An optimized decomposition integration framework for carbon price prediction based on multi-factor two-stage feature dimension reduction

Abstract

The carbon trading market is an effective tool to combat greenhouse gas emissions, and as the core issue of carbon market, carbon price can stimulate the market for technological innovation and industrial transformation. However, the complex characteristics of carbon price such as nonlinearity and nonstationarity bring great challenges to carbon price prediction research. In this study, potential influencing factors of carbon price are introduced into carbon price forecasting, and a novel hybrid carbon price forecasting framework is developed, which contains data decomposition and reconstruction techniques, two-stage feature dimension reduction methods, intelligent and optimized deep learning forecasting with nonlinear integrated models and interval forecasting. Firstly, the carbon price series is decomposed into several simple and smooth subsequences using variational modal decomposition.
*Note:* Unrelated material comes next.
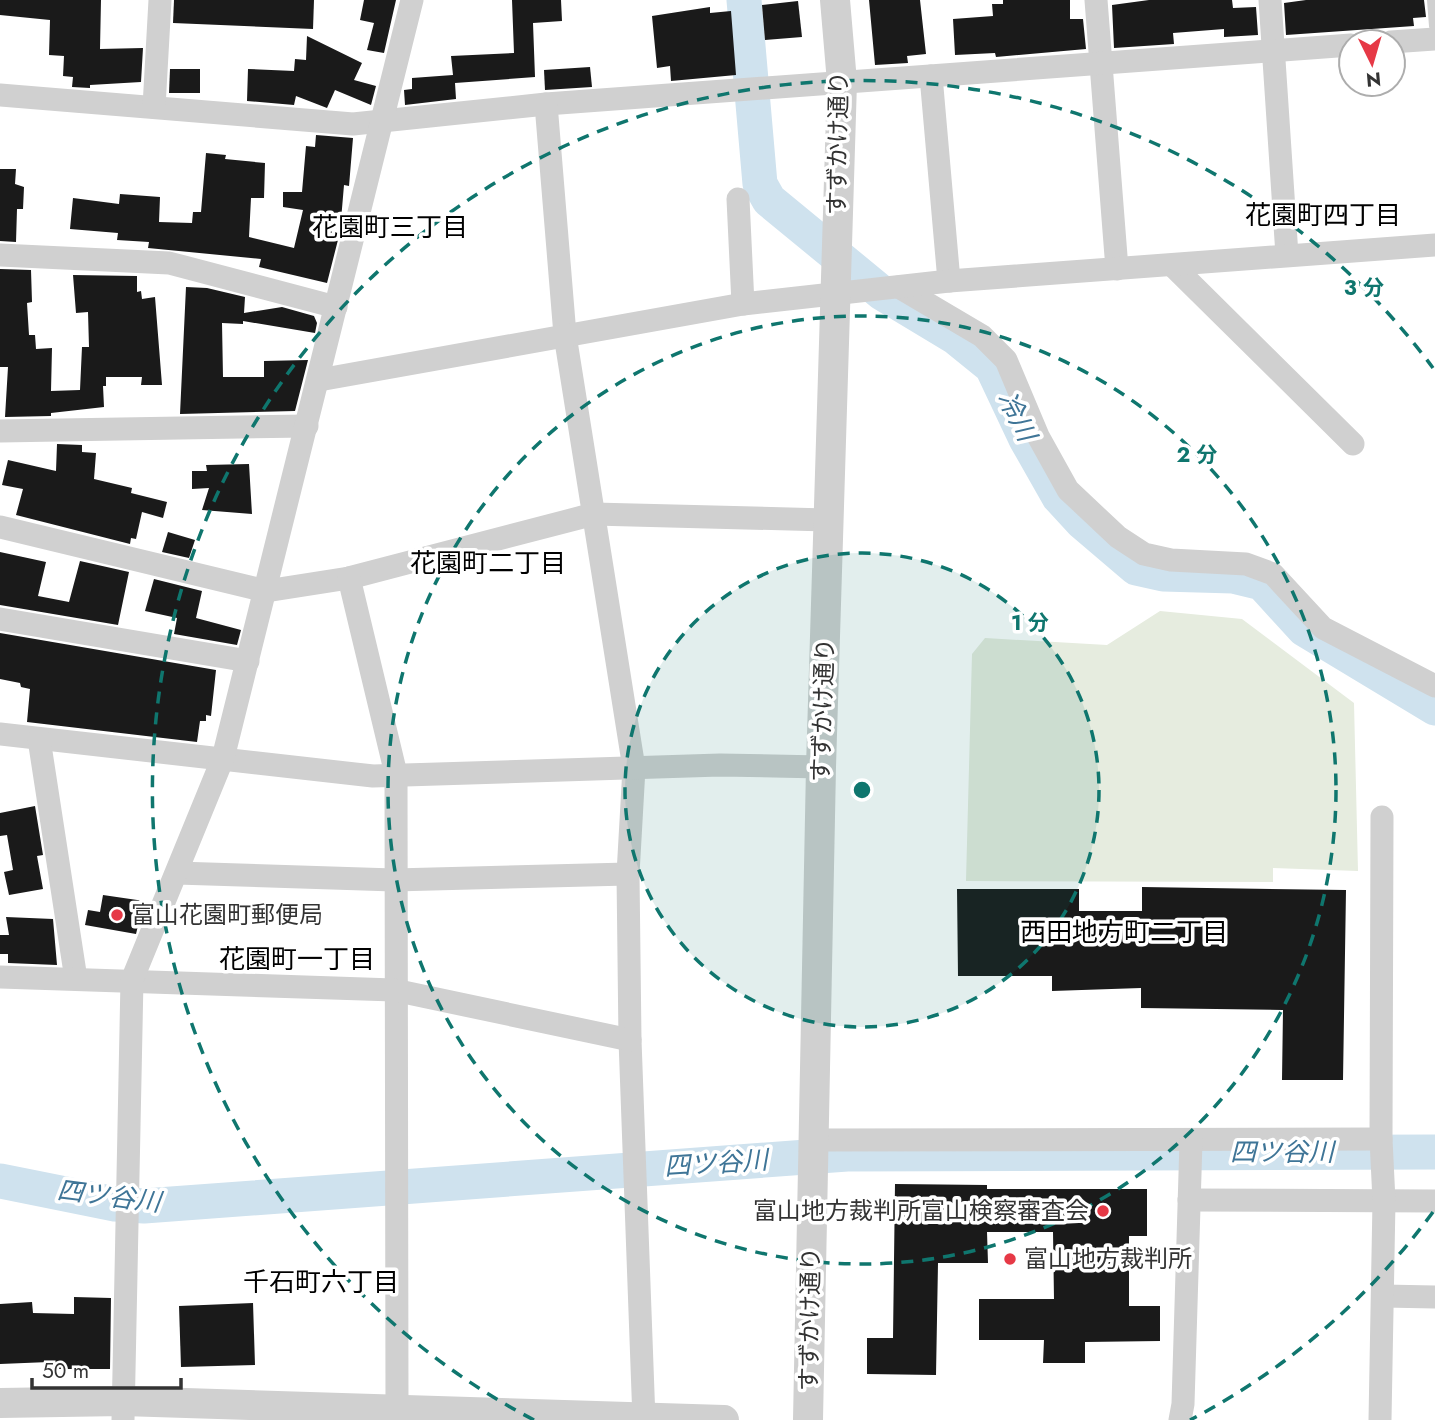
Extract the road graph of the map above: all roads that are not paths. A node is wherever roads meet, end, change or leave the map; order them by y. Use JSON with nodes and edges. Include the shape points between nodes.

The stacked autoencoder is then used to extract its effective features and reconstruct them into several new subsequences. A two-stage feature dimension reduction method is utilized for feature selection and extraction of exogenous variables. A bidirectional long and short-term memory model optimized based on the cuckoo search algorithm was used for prediction and nonlinear integration. Finally, Gaussian process regression based on a hybrid kernel function is applied to carbon price interval forecasting. The validity of the model was verified on seven real carbon trading pilot datasets in China. The methodology outperforms all benchmark models in the final simulation results, providing a novel and efficient forecasting method for the carbon trading industry.